The time is long past due to remedy this and provide Puerto Rico with full statehood. This past November, Puerto Ricans reaffirmed for the third time in less than a decade their support for becoming a state of the Union. In the words of Congresswoman Gonzalez-Colon, Puerto Ricans have resoundingly "rejected the option to remain a possession of the U.S.," and as American citizens their voices should be respected.
This is a position which has garnered support not only from President Joe Biden, but by an increasingly large number of members of Congress, as well. Now Arizona's own congressional delegation is poised to play a key role in driving this initiative forward, as U.S. Raúl Grijalva (D-AZ-3) is the head of the House Natural Resources Committee, which will be the starting point for the push for statehood.
Grijalva has long been a champion for the people of Puerto Rico, and he has the opportunity to take up that mantle once again now. Should he schedule a hearing on the matter for the committee, he can provide a platform to move the newly introduced Puerto Rico Statehood Admission Act forward.
This proposal is a bipartisan effort, with support from Puerto Rico Gov. Pedro Pierluisi as well as Gonzalez-Colon. Notably, Sen. Martin Heinrich (D-NM), has indicated he will introduce a companion bill to the Puerto Rico Statehood Admission Act in the Senate, which will be a vital step in ensuring this effort is successful.

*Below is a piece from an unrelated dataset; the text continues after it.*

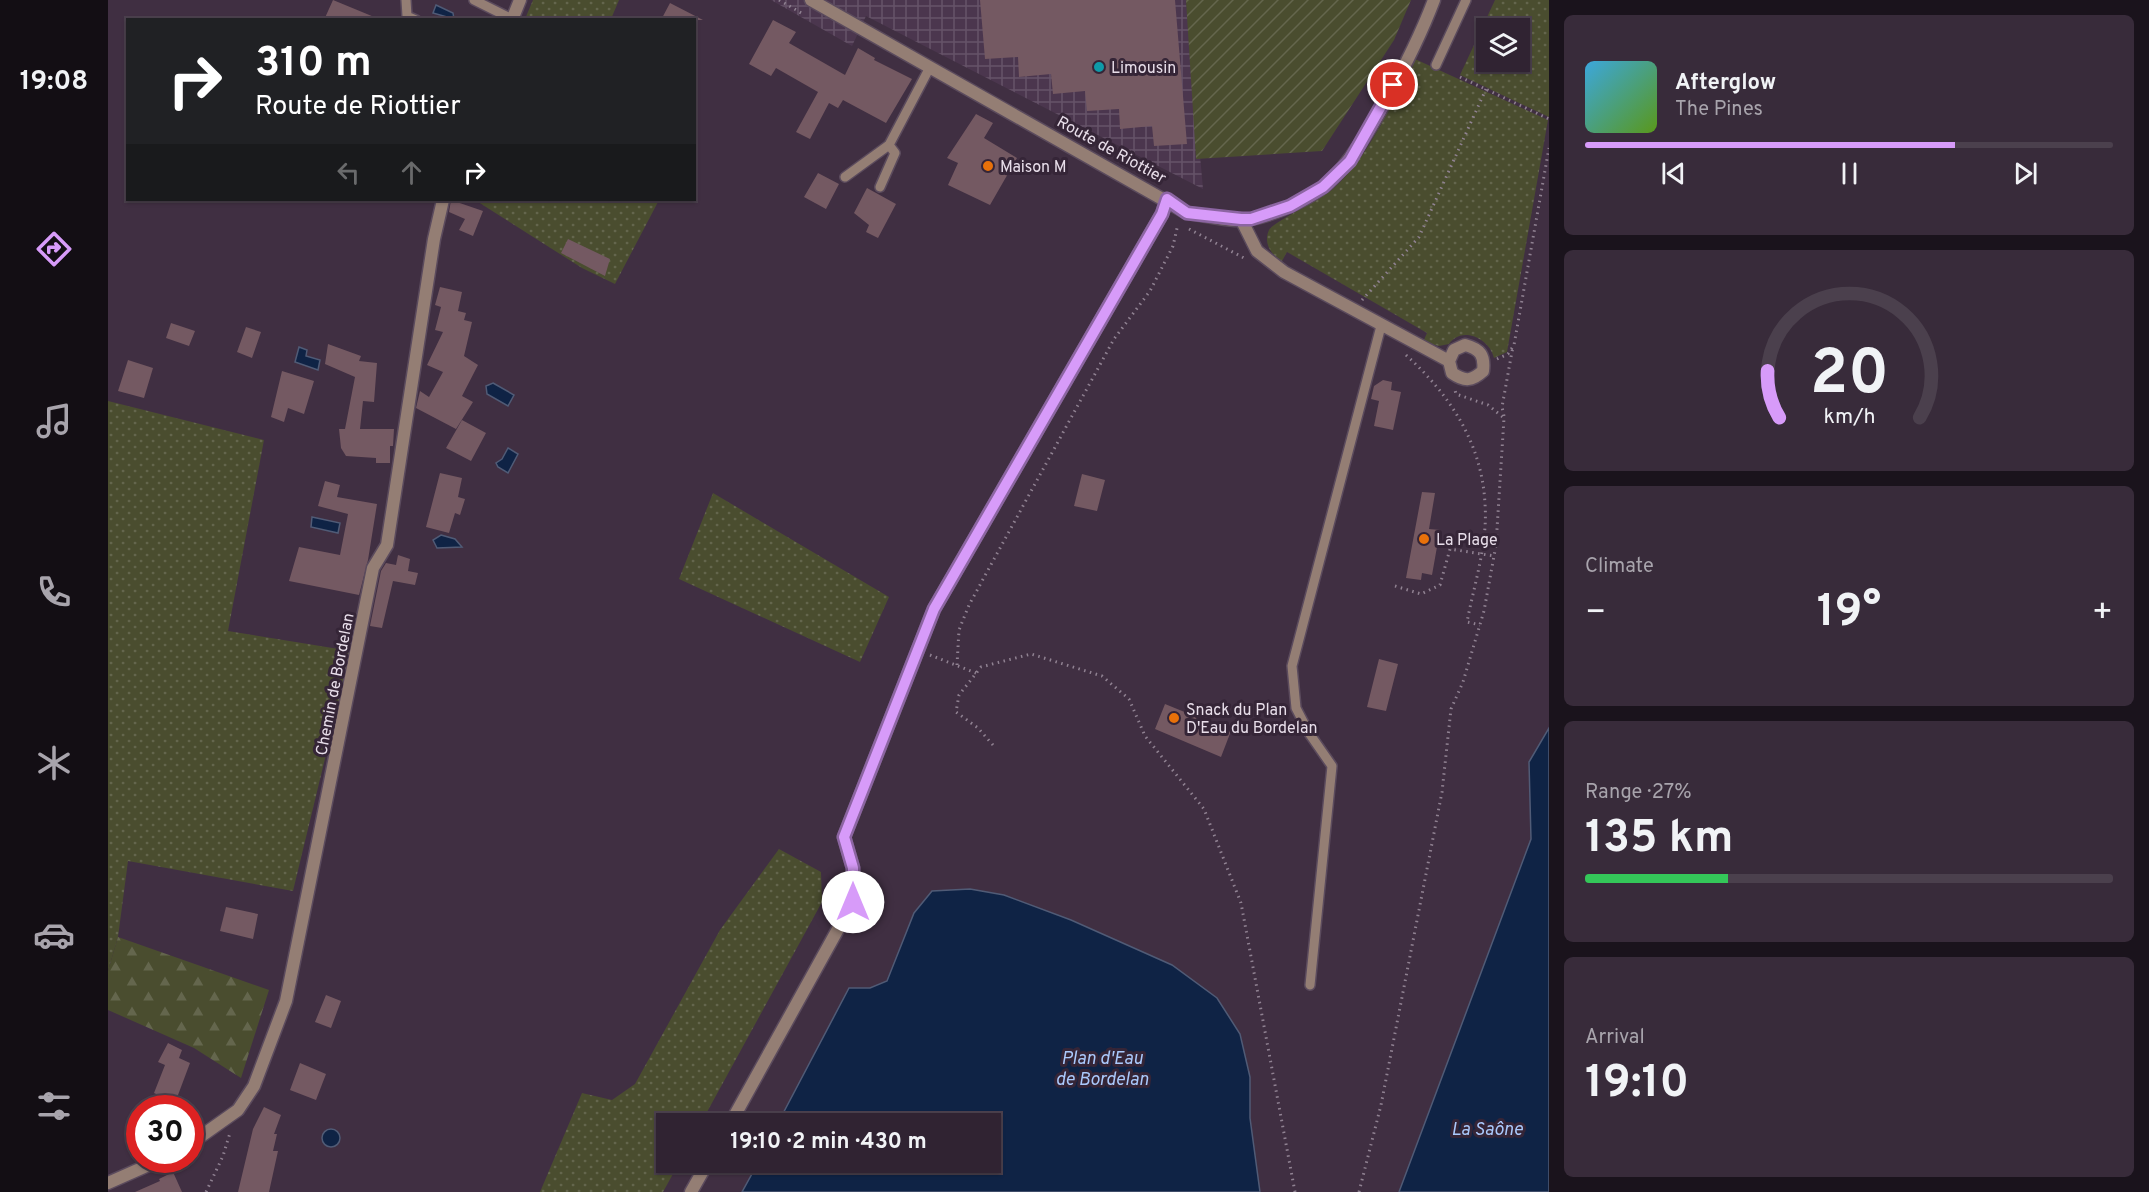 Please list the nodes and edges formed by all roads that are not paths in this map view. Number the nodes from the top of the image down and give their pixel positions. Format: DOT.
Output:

Given the growing, robust coalition of support for granting Puerto Rico statehood, Grijalva should recognize that the time has come to bring the issue before the House Natural Resources Committee so that we can finally take the next step toward granting Puerto Ricans their full rights as citizens of the United States.
Doing so would also have real, tangible benefits for both Puerto Rico's economy and the nation more broadly. In the years following Hawaii's successful bid for statehood, the state's economy and infrastructure received a boost unlike anything they had experienced previously. Alaska, which joined the union just months before, saw similar benefits for its local economy.
Should we solidify Puerto Rico's position as a state, the new level of certainty about its status would doubtlessly be a boon for the island's economy, giving businesses a new incentive to open up shop there, and would help protect citizens still suffering at the hands of the COVID-19 pandemic.
This is a nation founded on the ideal that all of its citizens should be represented and have a voice in its government. By moving forward with the Puerto Rico Statehood Admission Act and acknowledging the will of Puerto Rican voters, Grijalva and his colleagues in Washington can take the next step toward making that ideal a reality.